It couldn't. Not in broad daylight.
'I don't know at all.' Mrs Whitney punched his arm in exasperation. 'Look at the size of them great black circles round your eyes. You look like one of them pandas. Didn't ought to be all alone out here, with just that dog. Isn't normal, young chap like you.'
She stood in the doorway, rising up in her bobbled slippers, trying to peer over his shoulder. Perhaps thinking she might be able to spot a syringe and bag of white powder. Unfair, Joyce was OK; Henry Kettle had thought so too.
'I'm fine,' Powys said. 'Honest to God.'
'Ho,' Mrs Whitney said scornfully and bustled past him.
She didn't get far. He heard her gasp.
'All it is,' Powys said, 'I was looking for something. A book. Got carried away, Joyce.
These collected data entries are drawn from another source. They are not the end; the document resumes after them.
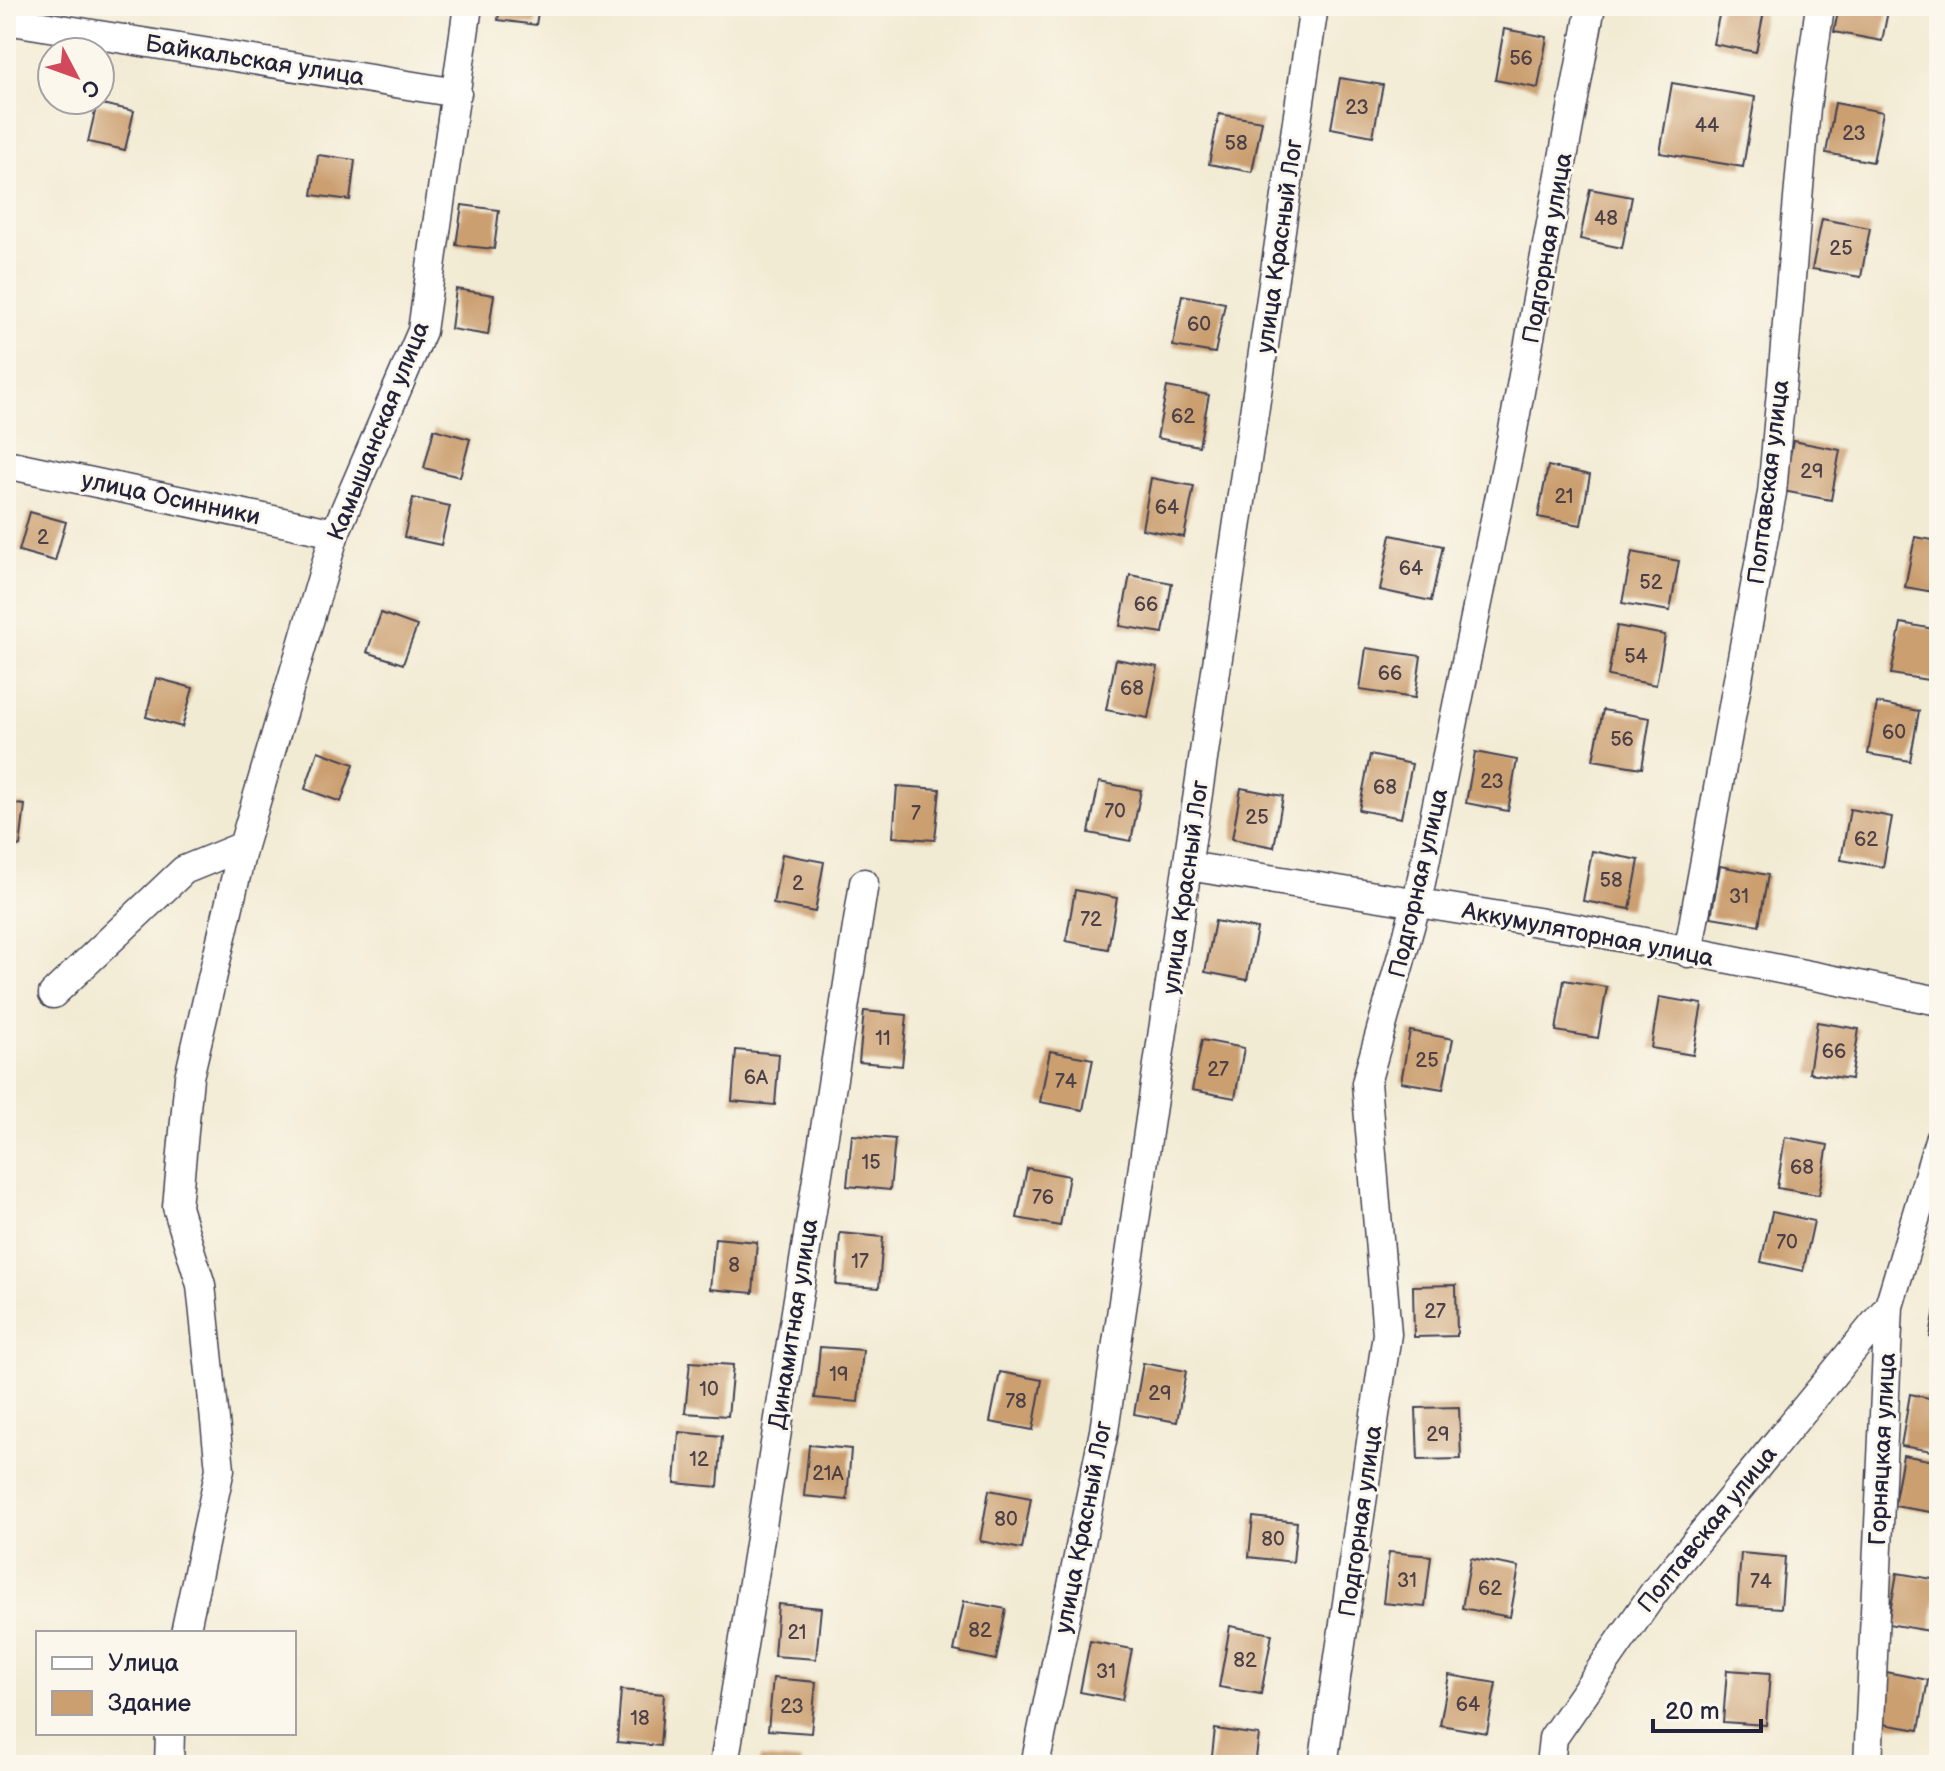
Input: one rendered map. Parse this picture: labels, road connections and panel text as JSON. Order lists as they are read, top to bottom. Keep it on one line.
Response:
{"streets":{"street":["Байкальская улица","улица Красный Лог","Подгорная улица","Камышанская улица","Полтавская улица","улица Осинники","Аккумуляторная улица","Динамитная улица","Горняцкая улица"]},"crossings":[["Байкальская улица","Камышанская улица"],["улица Красный Лог","Аккумуляторная улица"],["Подгорная улица","Аккумуляторная улица"],["Камышанская улица","улица Осинники"],["Полтавская улица","Аккумуляторная улица"],["Полтавская улица","Горняцкая улица"]],"house_numbers":["56","23","44","23","58","48","25","60","62","29","21","64","2","64","52","66","54","66","68","60","56","23","68","70","7","25","62","58","2","31","72","11","66","25","27","6А","74","15","68","76","70","17","8","27","19","10","29","78","29","12","21А","80","80","31","74","62","82","21","82","31","64","23","18"],"legend":["Улица","Здание"],"scale_bar":"20 m","north":"bottom right"}
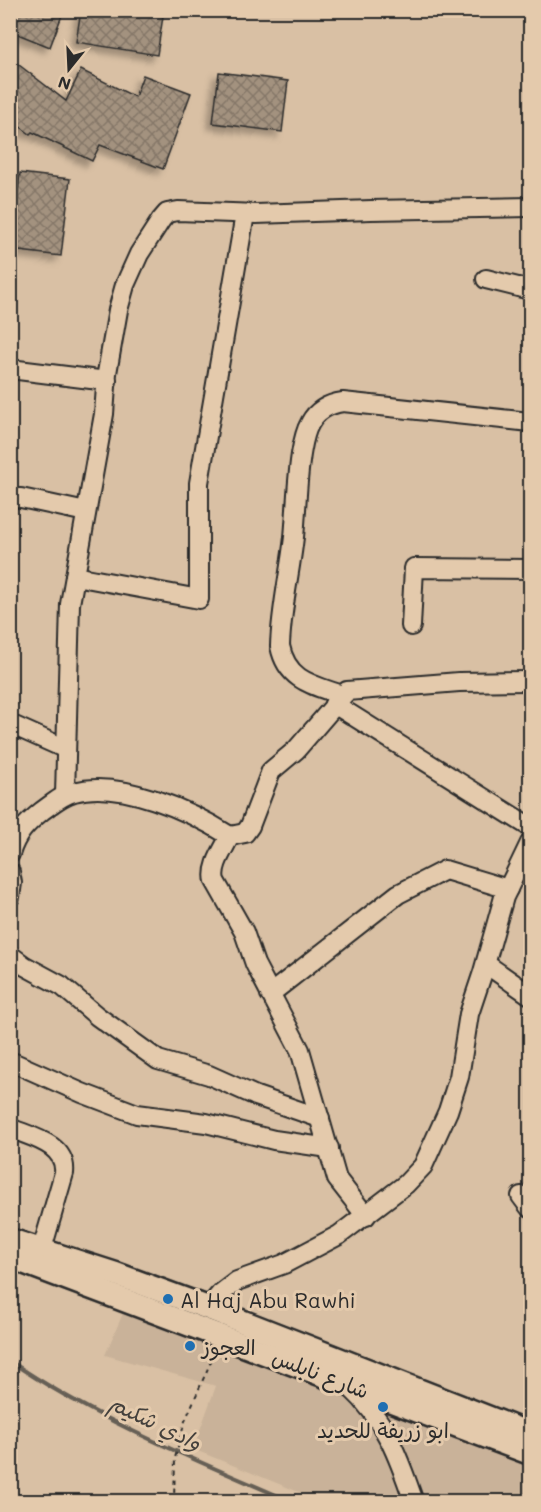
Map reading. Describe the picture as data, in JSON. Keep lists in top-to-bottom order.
{
  "streets": {
    "main road": ["شارع نابلس"]
  },
  "water": ["وادي شكيم"],
  "places": ["Al Haj Abu Rawhi", "العجوز", "ابو زريفة للحديد"],
  "north": "bottom"
}
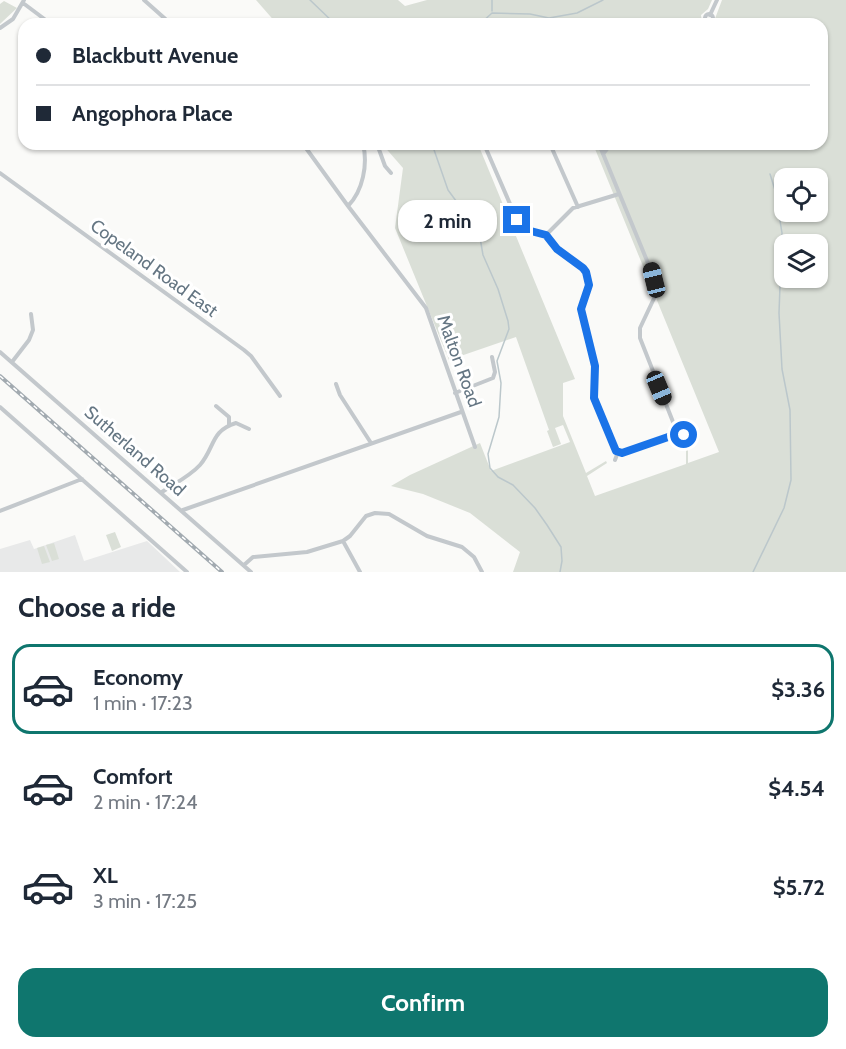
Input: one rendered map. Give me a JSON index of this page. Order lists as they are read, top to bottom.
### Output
{
  "streets": {
    "street": ["Copeland Road East", "Malton Road", "Sutherland Road"]
  },
  "page": {
    "banner": ["Blackbutt Avenue", "Angophora Place"],
    "bubble": "2 min",
    "heading": "Choose a ride",
    "list": [
      {
        "name": "Economy",
        "note": "1 min · 17:23",
        "value": "$3.36"
      },
      {
        "name": "Comfort",
        "note": "2 min · 17:24",
        "value": "$4.54"
      },
      {
        "name": "XL",
        "note": "3 min · 17:25",
        "value": "$5.72"
      }
    ],
    "buttons": "Confirm"
  }
}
You know how it is when you start moving things, you can't stop.'
Well. Yes. On the whole, about as convincing as a mad axeman in a pool of blood claiming to have had a small mishap clipping his toenails.
Mrs Whitney left very quickly, her face as white as the tops of the hills after this week's short lived snow.
It wasn't just the lamp this time. No indeed. Jesus.
Inside the house, the phone rang. He let it. It had rung several times, starting just as he'd opened his eyes to the sight of A Glastonbury Romance in the centre of the hearthrug. He'd picked up the phone and the line had been dead. Not the dialling tone, not the breathy echo of somebody with the wrong number or making a hoax call. Just dead: the sound you'd get if you were holding a banana to your ear.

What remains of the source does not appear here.